学校に1人1台のコンピュータ環境を導入する「GIGAスクール構想」第2期がスタート。第1期の各自治体での評判や活用事例を参考に、WindowsからiPadに鞍替えするところが増えています。


そのようななか、ユニークな取り組みを進めたのが岐阜市。先生が使う校務用パソコンをWindowsからMacに鞍替えし、市内の公立学校の先生すべてにMacBook Airを1台ずつ貸与。2学期が始まるこの9月から本格的に利用を開始しました。公立学校の校務用端末にMacを使う自治体は日本で初めてとされ、全国的に見ても珍しいといえます。

教育委員会の責任者は、薄型軽量で持ち運びやすくバッテリーが長持ちし、場所を選ばず使える点が、先生の働き方改革につながると注目。先行してMacBook Airを使い始めた先生は、これまでパソコンがある職員室でしかできなかった仕事が教室でもできるようになったと評価しました。さらに、Macに不慣れなベテラン先生に若い先生が使い方を教えたり、授業の進め方もアドバイスしたりと、上意下達が中心だった学校内に好ましい化学変化が起こっていました。

○児童生徒の学びの質を高めたあとは、先生の働き方改革を進めたい

岐阜市は、GIGAスクール第1期で児童生徒用の端末にiPadを採用。「黒板に向かって先生の話を一斉に聞き、児童生徒に分かりましたかと問う授業は古い」という考えのもとに、知りたい情報を児童生徒がiPadで調べて自分用に最適化する、ネットワーク経由で共有された仲間の考えを見て自身も学ぶ、という探求型の学びで教育の質を高めることに成功。岐阜市では、不登校も減少したといいます。

そんな岐阜市ですが、昨今社会問題化している先生の働き方改革も進めています。岐阜市教育委員会 教育長の水川和彦氏は「先生の負担を少しでも減らし、授業の準備や子どもとの関わりにより多くの時間を使えるようにしたい」という思いから、先生が使う校務用パソコンをそれまでのWindowsからMacへ変更することを決断。
市で1,849台ものMacBook Airを用意し、すべての先生に1台ずつ貸与して使ってもらうようにしました。

岐阜市がMacBook Airの導入で目指したのは「校務端末のロケーションフリー化」。これまで職員室でしかできなかった業務を、教室など職員室以外の場所でも柔軟にできるようにしよう、というわけです。

授業中にテストをしている間、職員室で行っていた作業の続きを教室で行うだけでなく、育児や介護などで帰宅した際に学校での作業の続きを自宅で行うなど、先生のライフスタイルに合わせた柔軟な働き方を可能にし、仕事の効率化と健康の維持増進につなげる狙いです。

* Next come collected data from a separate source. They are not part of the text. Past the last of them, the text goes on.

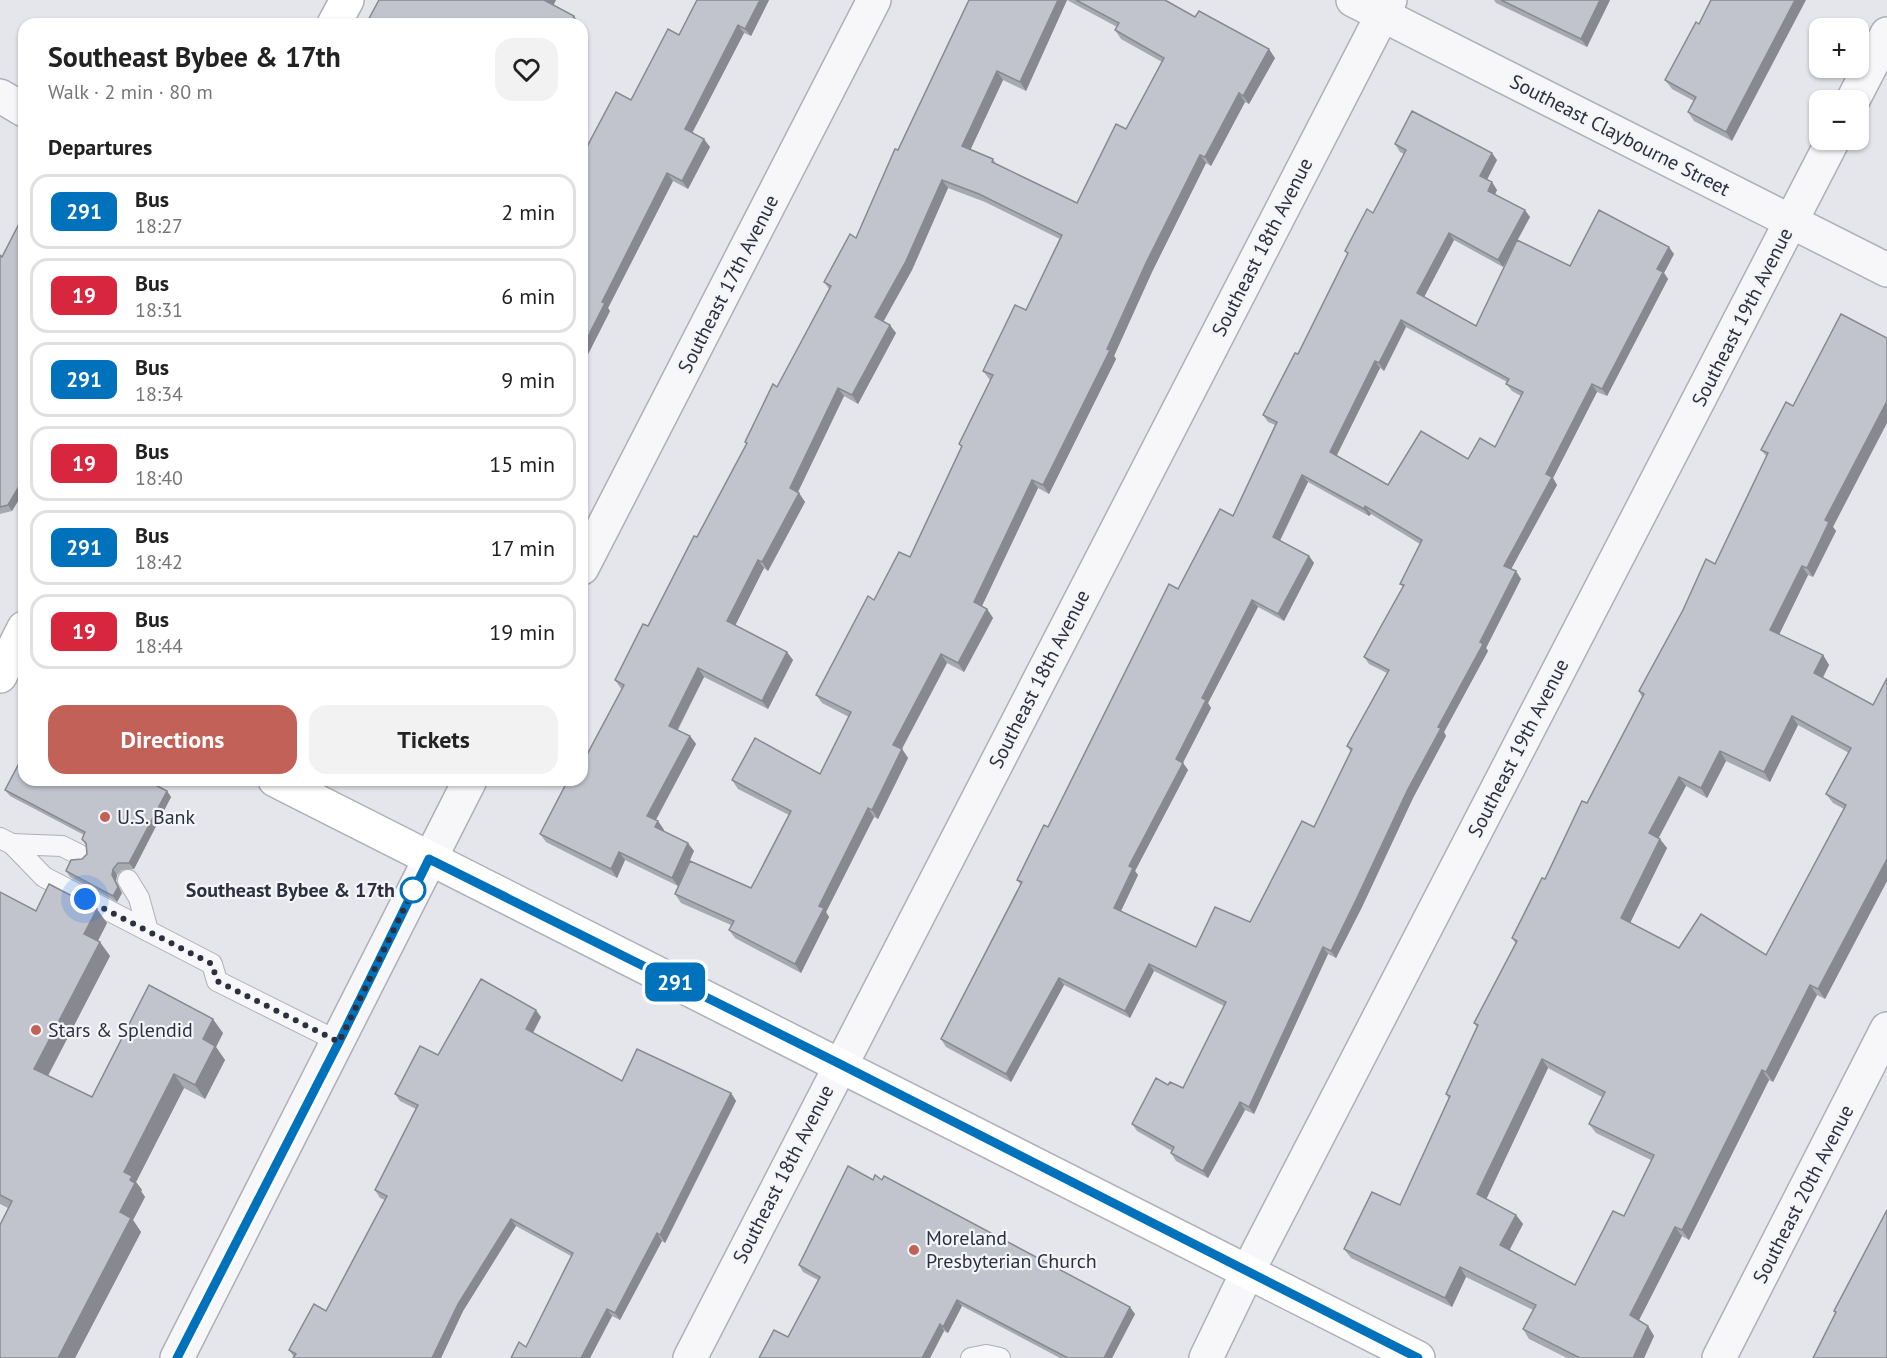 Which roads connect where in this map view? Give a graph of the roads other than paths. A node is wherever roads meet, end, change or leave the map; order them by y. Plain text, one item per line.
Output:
1 (347, 0) edge
2 (874, 0) edge
3 (1353, 0) edge
4 (1386, 7) edge
5 (337, 18) edge
6 (1887, 34) edge
7 (1858, 90) edge
8 (0, 96) edge
9 (18, 106) edge
10 (1828, 150) edge
11 (1791, 221) junction
12 (1887, 270) edge
13 (588, 556) edge
14 (287, 786) edge
15 (467, 786) edge
16 (6, 841) edge
17 (81, 855) dead end
18 (429, 859) junction
19 (128, 880) dead end
20 (148, 931) junction
21 (1887, 1029) edge
22 (339, 1042) junction
23 (840, 1064) junction
24 (1248, 1271) junction
25 (177, 1358) edge
26 (690, 1358) edge
27 (971, 1358) edge
28 (1000, 1358) edge
29 (1206, 1358) edge
30 (1418, 1358) edge
31 (1719, 1358) edge

1 - 5 main road
2 - 13 street, Southeast 17th Avenue
3 - 4 street, Southeast Claybourne Street
4 - 11 street, Southeast Claybourne Street
4 - 23 street, Southeast 18th Avenue
6 - 7 street
8 - 9 street
10 - 11 street, Southeast 19th Avenue
11 - 12 street, Southeast Claybourne Street
11 - 24 street, Southeast 19th Avenue
14 - 18 main road
15 - 18 street
16 - 17 lane
16 - 20 lane
18 - 22 street
18 - 23 main road
19 - 20 lane
20 - 22 lane
21 - 31 street, Southeast 20th Avenue
22 - 25 street
23 - 24 main road
23 - 26 street, Southeast 18th Avenue
24 - 29 street, Southeast 19th Avenue
24 - 30 main road
27 - 28 lane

9月の一斉導入に先行してMacBook Airを使ってきた若い先生からは、「パソコンでの作業は腰を据えてやるデスクワーク、という印象だったが、子どもたちの様子を見に行きながら授業の合間に作業できるようになったのはありがたい」「授業の準備や子どもとの関わりに、より多くの時間が使えるようになった」「サイズ感がよく持ち運びに苦労しない。バッテリーがよく持つので、授業中に充電のことを気にしないで済むのもうれしい」といったポジティブな感想が返ってきたそうです。ほかにも、デジタル教材を作成する時間が大幅に削減できた、紙の資料が減らせた、といった声もありました。

AirDropを介した児童生徒用iPadとの連携のしやすさも、やはり評価されていました。先行して使い始めた先生は「子どもたちがiPadで撮影した写真や作成した課題は、AirDropで担任が受け取れるので、とても手軽ですね。校外学習の記録や学習のまとめをMacBook Airで作成するのがはかどりました」と評価します。

意外な効果として、Macの使い方に関して年配の先生から若手の先生への質問が増え、組織としてよい循環や活性化が見られているそう。市も、先生に向けた研修会を実施するほか、いつでも参照できる使い方動画を配信するなど、しっかりとしたサポート体制を整えています。


MacBook Airは若いビジネスパーソンや大学生を中心に広く愛用されていますが、公立学校の先生にとってもメリットをもたらしていました。GIGAスクール構想でiPadを採用し、アップル製品になじみを持つ自治体が多いことを考えると、この流れは岐阜市以外に広がる可能性もありそうです。